I don't think most people really understand AI.
And also, I think there's some truth to the notion that we continually catastrophize and talk about the worst possible, go to the worst possible place with any new technology.
And again, the cycle repeats itself, some short-term job destruction, and then it ends up creating more jobs.
But there's some interesting things there.
So for example, a company called Chegg, which I believe is online ed, they announced, they said, they acknowledged in their earnings call, they said that ChatGPT was hurting their business and the stock dropped 40%.
And the investor relations department could have done a pretty interesting jiu-jitsu move and said, this is how we're using AI to increase our business.
And I don't think the stock would have gone down 40%.
Comms has to be more around, all right, how are we,
just as everyone in the late 90s was saying, oh, we're not William Sonoma, we're WilliamSonoma.com.
Yeah, right.
And Howard Lester and Denny.
Remember, we have a website.
We have a website.
That's right.
Add the term.com to everything and your stock goes up 10 or 20%.
So much of this is about storytelling and communications.
Or what I am advising CEOs is like, okay, to what extent can we say we need to talk about how we are leveraging AI, not being
a victim of it.
Otherwise, because this is what's going to happen, stock market analysts are going to go industry by industry, decide who's vulnerable, look for any evidence that it's hurting that business and take the stock down 30 or 50 percent.
And these companies need to say, no, we're leveraging AI, use the appreciation of their stock price to go get cheaper capital and actually make that future, pull that future forward.
Yeah.
Yeah.
A lot of them, though, are going to be affected.
So it's going to be hard to do like a fan dance about it, correct?

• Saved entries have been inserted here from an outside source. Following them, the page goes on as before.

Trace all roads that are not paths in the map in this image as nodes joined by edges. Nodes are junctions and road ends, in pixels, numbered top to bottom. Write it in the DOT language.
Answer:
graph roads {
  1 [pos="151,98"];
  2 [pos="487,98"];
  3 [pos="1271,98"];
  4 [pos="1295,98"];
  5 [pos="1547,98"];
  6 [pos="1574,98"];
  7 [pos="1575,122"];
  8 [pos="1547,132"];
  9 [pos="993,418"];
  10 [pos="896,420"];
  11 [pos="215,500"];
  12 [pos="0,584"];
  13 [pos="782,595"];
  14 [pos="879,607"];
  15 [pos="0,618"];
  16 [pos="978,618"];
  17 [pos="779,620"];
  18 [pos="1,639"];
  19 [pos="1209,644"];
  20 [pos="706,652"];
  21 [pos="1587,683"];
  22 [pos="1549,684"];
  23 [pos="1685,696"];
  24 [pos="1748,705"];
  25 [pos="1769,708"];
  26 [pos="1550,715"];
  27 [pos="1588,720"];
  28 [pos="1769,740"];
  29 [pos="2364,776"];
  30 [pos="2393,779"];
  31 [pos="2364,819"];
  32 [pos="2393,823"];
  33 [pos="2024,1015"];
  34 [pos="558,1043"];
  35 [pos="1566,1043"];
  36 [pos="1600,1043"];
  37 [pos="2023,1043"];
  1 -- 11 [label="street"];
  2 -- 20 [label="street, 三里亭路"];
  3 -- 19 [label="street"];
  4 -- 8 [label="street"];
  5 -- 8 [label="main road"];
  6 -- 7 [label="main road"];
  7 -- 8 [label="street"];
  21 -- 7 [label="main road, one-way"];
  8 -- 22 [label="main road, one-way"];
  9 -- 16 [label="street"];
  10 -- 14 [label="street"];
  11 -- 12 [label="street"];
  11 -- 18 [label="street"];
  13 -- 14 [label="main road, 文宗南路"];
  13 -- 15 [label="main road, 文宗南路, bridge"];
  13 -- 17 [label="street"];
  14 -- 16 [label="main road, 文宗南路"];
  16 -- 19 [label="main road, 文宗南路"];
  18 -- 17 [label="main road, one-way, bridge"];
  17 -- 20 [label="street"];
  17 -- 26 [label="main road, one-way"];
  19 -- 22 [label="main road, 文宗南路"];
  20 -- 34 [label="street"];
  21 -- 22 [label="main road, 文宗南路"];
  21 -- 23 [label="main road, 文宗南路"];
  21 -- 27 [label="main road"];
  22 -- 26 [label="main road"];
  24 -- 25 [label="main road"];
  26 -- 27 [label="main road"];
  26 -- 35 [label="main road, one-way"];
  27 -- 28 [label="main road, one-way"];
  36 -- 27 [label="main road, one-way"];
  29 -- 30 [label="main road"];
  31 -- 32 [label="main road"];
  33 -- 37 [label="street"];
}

I think there's a lot of opportunity.
I mean, we talked about how Airbnb could use AI.
I think that a lot of these generative AI companies are probably open to partnerships, I would think, that create different niche applications.
I mean, what we just talked about with your brother, your brother could start a small consulting firm saying, are you going into a surgery or would you like a report every time for every major surgery that says, have you thought about the following 11 things?
And here are some ideas.
Right.
They have to be very careful legally.
Like, look, if you take these, just make sure you know what you're doing.
They have to be super, everyone's got to be super careful about when they start to give advice like this.
I agree with you, but so far the tests show that the advice coming back from
generative AI is more empathetic and sometimes more correct than second opinions from actual doctors.
Of course, but I'm just saying, you know, it's, you know, it's like when an autonomous car crashes, everyone goes crazy.
Meanwhile, there's 53 crashes on your block the other day, right?
You know, people.
But and I'm already like developing the business plan in my head for Jeffrey.
It would have to be, this is a piece of information and input You're the arbiter here and you have to take responsibility for the decision, ultimately, what you do here.
But I think the argument you made, and I think it's a genuine and honest argument, is going to be made much louder and in a much more hysterical fashion to try and block generative AI by lobbying bodies from insurance companies and medical professions who will claim that they know best and they don't want anyone to fuck with what is probably the most obscene, profitable business in the world, and that is a medical industrial complex where everyone has their hands hands in this pod called U.S.
healthcare, where one out of five people are actually happy with their healthcare.
Yeah, because no one is, right?
Yeah, well, 20%.
20% of Americans are happy with their healthcare.
Yeah.
So this is going to be an interesting time, 100%, about where we're going to go.
And I think people will go back and forth.
You know, I think they've got to.
submit to some regulation.
I think government has to be involved.
And, you know, it doesn't have to turn out the same way that the internet did, right?
And on the whole, as we talk about
from a net point of view, it's been positive, but it really, the damage has been massive.
And so it has to, they have to be doing this in a smart way.
It's really, there's an opportunity here for government.
There's an opportunity for companies.
There's an opportunity for regular people.
There's also problems that we can absolutely even anticipate in ways that we should have anticipated before.
But let's see.
Let's go on a quick break.
We come back.
The culture wars are coming for your kids' school play.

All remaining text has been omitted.